Even in countries with advanced management such as the USA, fishery monitoring is conducted with outdated systems, often a human observer using pen and paper. In countries with a higher proportion of small-scale fisheries, the data information gap is even more acute. As a part of the initiative, EDF is bringing together learnings from pilot programmes in both commercial and artisanal fisheries that put cameras and telecommunications technology on vessels to track and record information to inform policy, science and management.
“In far too many fisheries, a lack of timely data frustrates even the best of intentions,” said project director Johanna Thomas. “But most fishermen want access to more powerful tools to take control of their futures and work together to deliver both business and conservation outcomes.”
EDF is also releasing two guides on electronic monitoring focused on a wide variety of fishing scenarios from near-shore small-scale fisheries to larger fleets. These guides provide insights to help develop standards. They are designed to provide information on how to use and scale these technologies in ways that can inform good science, work financially for fishers and governments, and produce positive conservation outcomes for fisheries.

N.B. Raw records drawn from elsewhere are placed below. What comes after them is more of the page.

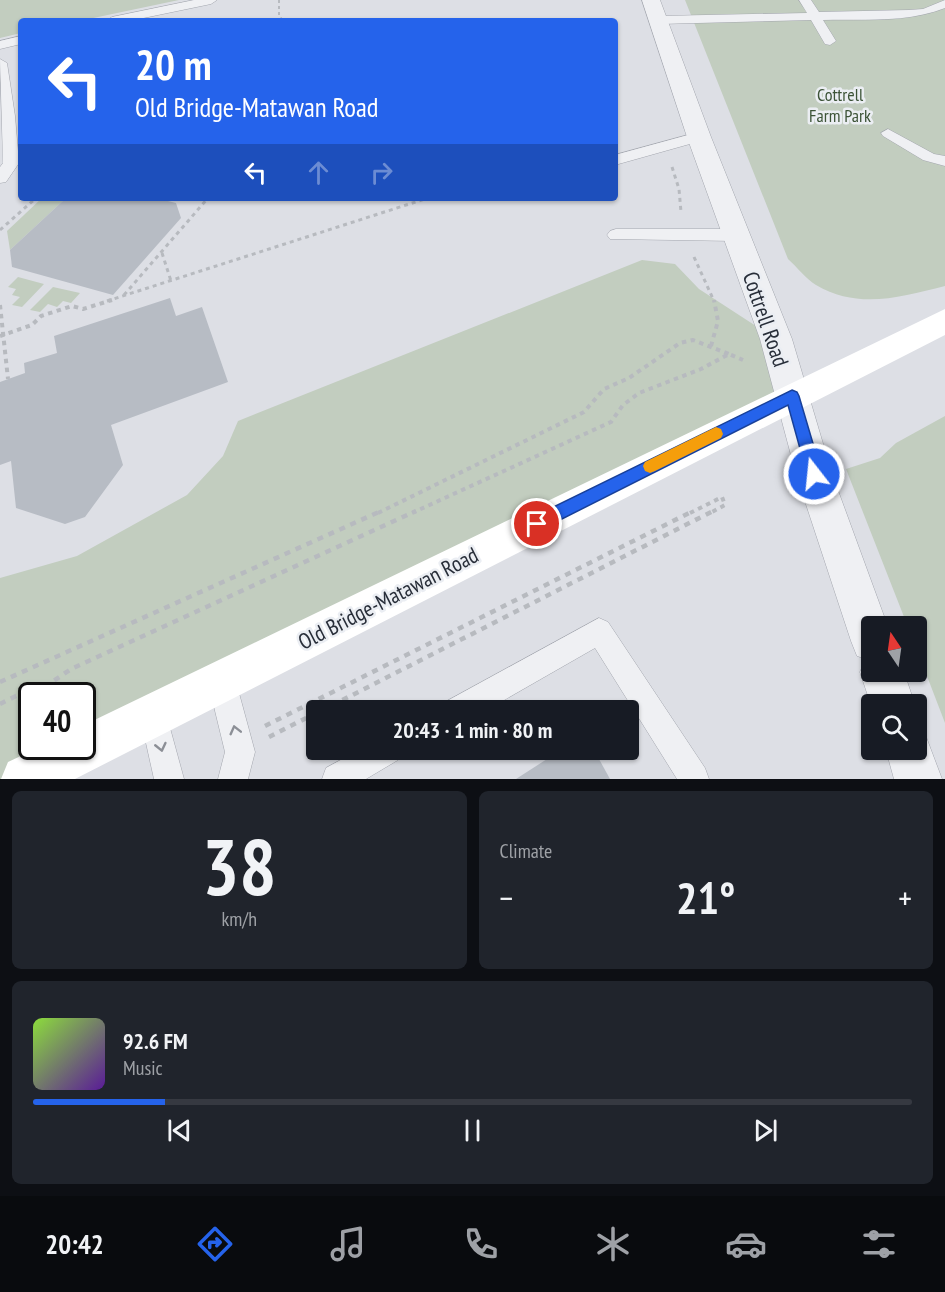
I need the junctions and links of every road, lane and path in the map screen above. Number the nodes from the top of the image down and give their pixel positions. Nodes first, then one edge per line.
1 (211, 0) edge
2 (279, 0) edge
3 (805, 0) edge
4 (945, 4) edge
5 (655, 10) edge
6 (815, 17) junction
7 (126, 18) edge
8 (281, 18) edge
9 (18, 41) edge
10 (830, 41) dead end
11 (0, 45) edge
12 (0, 63) edge
13 (888, 133) dead end
14 (699, 137) junction
15 (618, 159) edge
16 (670, 160) dead end
17 (945, 161) edge
18 (0, 178) edge
19 (33, 201) edge
20 (205, 201) edge
21 (419, 201) edge
22 (681, 216) dead end
23 (0, 230) edge
24 (616, 234) dead end
25 (736, 235) junction
26 (692, 251) dead end
27 (162, 252) junction
28 (171, 281) junction
29 (123, 296) junction
30 (0, 305) edge
31 (945, 321) edge
32 (2, 335) edge
33 (711, 346) junction
34 (729, 354) junction
35 (743, 360) dead end
36 (8, 379) dead end
37 (792, 396) junction
38 (863, 616) edge
39 (0, 682) edge
40 (222, 682) junction
41 (314, 700) edge
42 (343, 700) edge
43 (477, 700) edge
44 (0, 704) edge
45 (306, 704) edge
46 (154, 716) junction
47 (237, 741) junction
48 (370, 760) edge
49 (912, 760) edge
50 (25, 779) edge
51 (169, 779) edge
52 (233, 779) edge
53 (337, 779) edge
54 (694, 779) edge
55 (918, 779) edge

1 - 7 lane
2 - 8 path
3 - 6 lane
4 - 6 lane
5 - 6 lane
5 - 14 street, Cottrell Road
6 - 10 lane
9 - 11 lane
12 - 18 lane
13 - 17 lane
14 - 15 lane
14 - 25 street, Cottrell Road
16 - 22 path
19 - 23 path
20 - 27 path
21 - 28 path
24 - 25 lane
25 - 37 street, Cottrell Road
26 - 33 path
27 - 28 path
27 - 29 path
28 - 29 path
29 - 32 path
30 - 32 path
31 - 37 main road, Old Bridge-Matawan Road
32 - 36 path
33 - 34 path
33 - 39 path
34 - 35 path
34 - 44 path
37 - 38 street, Cottrell Road
37 - 40 main road, Old Bridge-Matawan Road
40 - 46 main road, Old Bridge-Matawan Road
47 -> 40 lane
41 - 42 path
43 - 54 lane
45 - 47 path
46 - 50 main road, Old Bridge-Matawan Road
46 -> 51 lane
47 - 52 lane
48 - 53 lane
49 - 55 street

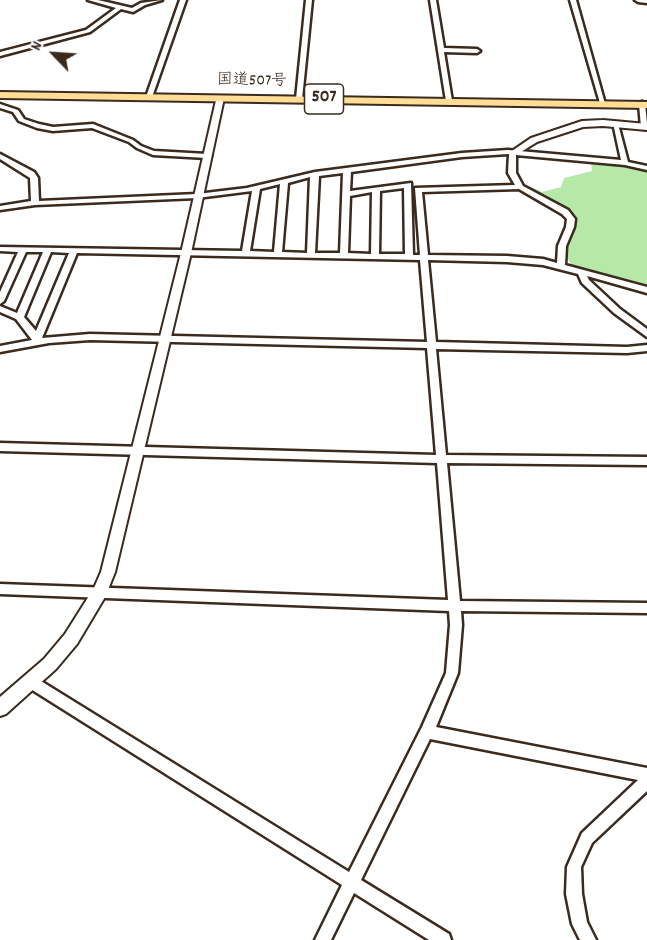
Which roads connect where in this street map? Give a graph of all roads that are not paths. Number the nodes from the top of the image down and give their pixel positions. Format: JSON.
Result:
{"nodes":[{"id":1,"x":91,"y":0,"type":"edge"},
{"id":2,"x":159,"y":0,"type":"edge"},
{"id":3,"x":183,"y":0,"type":"edge"},
{"id":4,"x":309,"y":0,"type":"edge"},
{"id":5,"x":433,"y":0,"type":"edge"},
{"id":6,"x":573,"y":0,"type":"edge"},
{"id":7,"x":638,"y":0,"type":"edge"},
{"id":8,"x":647,"y":1,"type":"edge"},
{"id":9,"x":119,"y":8,"type":"junction"},
{"id":10,"x":441,"y":50,"type":"junction"},
{"id":11,"x":477,"y":51,"type":"dead end"},
{"id":12,"x":0,"y":54,"type":"edge"},
{"id":13,"x":149,"y":97,"type":"junction"},
{"id":14,"x":220,"y":98,"type":"junction"},
{"id":15,"x":1,"y":99,"type":"edge"},
{"id":16,"x":299,"y":99,"type":"junction"},
{"id":17,"x":449,"y":101,"type":"junction"},
{"id":18,"x":603,"y":103,"type":"junction"},
{"id":19,"x":644,"y":105,"type":"edge"},
{"id":20,"x":615,"y":124,"type":"junction"},
{"id":21,"x":645,"y":127,"type":"edge"},
{"id":22,"x":513,"y":153,"type":"junction"},
{"id":23,"x":0,"y":156,"type":"edge"},
{"id":24,"x":207,"y":156,"type":"junction"},
{"id":25,"x":625,"y":163,"type":"junction"},
{"id":26,"x":647,"y":168,"type":"edge"},
{"id":27,"x":346,"y":170,"type":"junction"},
{"id":28,"x":315,"y":174,"type":"junction"},
{"id":29,"x":284,"y":181,"type":"junction"},
{"id":30,"x":520,"y":187,"type":"junction"},
{"id":31,"x":256,"y":188,"type":"junction"},
{"id":32,"x":376,"y":189,"type":"junction"},
{"id":33,"x":346,"y":194,"type":"junction"},
{"id":34,"x":198,"y":196,"type":"junction"},
{"id":35,"x":35,"y":203,"type":"junction"},
{"id":36,"x":0,"y":208,"type":"edge"},
{"id":37,"x":0,"y":249,"type":"edge"},
{"id":38,"x":23,"y":250,"type":"junction"},
{"id":39,"x":48,"y":250,"type":"junction"},
{"id":40,"x":74,"y":251,"type":"junction"},
{"id":41,"x":186,"y":253,"type":"junction"},
{"id":42,"x":246,"y":254,"type":"junction"},
{"id":43,"x":278,"y":255,"type":"junction"},
{"id":44,"x":310,"y":256,"type":"junction"},
{"id":45,"x":344,"y":256,"type":"junction"},
{"id":46,"x":375,"y":257,"type":"junction"},
{"id":47,"x":409,"y":258,"type":"junction"},
{"id":48,"x":424,"y":258,"type":"junction"},
{"id":49,"x":561,"y":265,"type":"junction"},
{"id":50,"x":581,"y":272,"type":"junction"},
{"id":51,"x":647,"y":290,"type":"edge"},
{"id":52,"x":0,"y":301,"type":"edge"},
{"id":53,"x":0,"y":309,"type":"edge"},
{"id":54,"x":19,"y":317,"type":"junction"},
{"id":55,"x":647,"y":334,"type":"edge"},
{"id":56,"x":164,"y":339,"type":"junction"},
{"id":57,"x":36,"y":341,"type":"junction"},
{"id":58,"x":431,"y":345,"type":"junction"},
{"id":59,"x":647,"y":348,"type":"edge"},
{"id":60,"x":0,"y":349,"type":"edge"},
{"id":61,"x":0,"y":447,"type":"edge"},
{"id":62,"x":138,"y":449,"type":"junction"},
{"id":63,"x":441,"y":459,"type":"junction"},
{"id":64,"x":647,"y":461,"type":"edge"},
{"id":65,"x":0,"y":589,"type":"edge"},
{"id":66,"x":100,"y":592,"type":"junction"},
{"id":67,"x":454,"y":606,"type":"junction"},
{"id":68,"x":647,"y":608,"type":"edge"},
{"id":69,"x":31,"y":682,"type":"junction"},
{"id":70,"x":0,"y":708,"type":"edge"},
{"id":71,"x":427,"y":732,"type":"junction"},
{"id":72,"x":647,"y":775,"type":"edge"},
{"id":73,"x":647,"y":781,"type":"edge"},
{"id":74,"x":351,"y":883,"type":"junction"},
{"id":75,"x":323,"y":940,"type":"edge"},
{"id":76,"x":443,"y":940,"type":"edge"},
{"id":77,"x":588,"y":940,"type":"edge"}],
"edges":[{"from":1,"to":9,"type":"street"},
{"from":2,"to":9,"type":"street"},
{"from":3,"to":13,"type":"street"},
{"from":4,"to":16,"type":"street"},
{"from":5,"to":10,"type":"street"},
{"from":6,"to":18,"type":"street"},
{"from":7,"to":8,"type":"street"},
{"from":9,"to":12,"type":"street"},
{"from":10,"to":11,"type":"street"},
{"from":10,"to":17,"type":"street"},
{"from":13,"to":14,"type":"highway","name":"国道507号","number":"507"},
{"from":13,"to":15,"type":"highway","name":"国道507号","number":"507"},
{"from":14,"to":16,"type":"highway","name":"国道507号","number":"507"},
{"from":14,"to":24,"type":"street"},
{"from":15,"to":24,"type":"street"},
{"from":16,"to":17,"type":"highway","name":"国道507号","number":"507"},
{"from":17,"to":18,"type":"highway","name":"国道507号","number":"507"},
{"from":18,"to":19,"type":"highway","name":"国道507号","number":"507"},
{"from":19,"to":21,"type":"street"},
{"from":20,"to":21,"type":"street"},
{"from":20,"to":22,"type":"street"},
{"from":20,"to":25,"type":"street"},
{"from":22,"to":25,"type":"street"},
{"from":22,"to":27,"type":"street"},
{"from":22,"to":30,"type":"street"},
{"from":23,"to":35,"type":"street"},
{"from":24,"to":34,"type":"street"},
{"from":25,"to":26,"type":"street"},
{"from":27,"to":28,"type":"street"},
{"from":27,"to":33,"type":"street"},
{"from":28,"to":29,"type":"street"},
{"from":28,"to":44,"type":"street"},
{"from":29,"to":31,"type":"street"},
{"from":29,"to":43,"type":"street"},
{"from":30,"to":48,"type":"street"},
{"from":30,"to":49,"type":"street"},
{"from":31,"to":34,"type":"street"},
{"from":31,"to":42,"type":"street"},
{"from":32,"to":33,"type":"street"},
{"from":32,"to":46,"type":"street"},
{"from":32,"to":47,"type":"street"},
{"from":33,"to":45,"type":"street"},
{"from":34,"to":35,"type":"street"},
{"from":34,"to":41,"type":"street"},
{"from":35,"to":36,"type":"street"},
{"from":37,"to":38,"type":"street"},
{"from":38,"to":39,"type":"street"},
{"from":38,"to":52,"type":"street"},
{"from":39,"to":40,"type":"street"},
{"from":39,"to":54,"type":"street"},
{"from":40,"to":41,"type":"street"},
{"from":40,"to":57,"type":"street"},
{"from":41,"to":42,"type":"street"},
{"from":41,"to":56,"type":"street"},
{"from":42,"to":43,"type":"street"},
{"from":43,"to":44,"type":"street"},
{"from":44,"to":45,"type":"street"},
{"from":45,"to":46,"type":"street"},
{"from":46,"to":47,"type":"street"},
{"from":47,"to":48,"type":"street"},
{"from":48,"to":49,"type":"street"},
{"from":48,"to":58,"type":"street"},
{"from":49,"to":50,"type":"street"},
{"from":50,"to":51,"type":"street"},
{"from":50,"to":55,"type":"street"},
{"from":53,"to":54,"type":"street"},
{"from":54,"to":57,"type":"street"},
{"from":56,"to":57,"type":"street"},
{"from":56,"to":58,"type":"street"},
{"from":56,"to":62,"type":"street"},
{"from":57,"to":60,"type":"street"},
{"from":58,"to":59,"type":"street"},
{"from":58,"to":63,"type":"street"},
{"from":61,"to":62,"type":"street"},
{"from":62,"to":63,"type":"street"},
{"from":62,"to":66,"type":"street"},
{"from":63,"to":64,"type":"street"},
{"from":63,"to":67,"type":"street"},
{"from":65,"to":66,"type":"street"},
{"from":66,"to":67,"type":"street"},
{"from":66,"to":69,"type":"street"},
{"from":67,"to":68,"type":"street"},
{"from":67,"to":71,"type":"street"},
{"from":69,"to":70,"type":"street"},
{"from":69,"to":74,"type":"street"},
{"from":71,"to":72,"type":"street"},
{"from":71,"to":74,"type":"street"},
{"from":73,"to":77,"type":"street"},
{"from":74,"to":75,"type":"street"},
{"from":74,"to":76,"type":"street"}]}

“We believe this set of technologies represents widespread benefits, not only for future conservation, but also for fishermen today,” said McGinty. “But without more work to refine these technologies, build them with fishermen’s needs in mind, increase deployment and share best practices, fisheries will remain stuck in the digital dark ages. That’s why we’ve launched the Smart Boat Initiative and why we’re optimistic about the future health of the ocean and all those who depend on it.”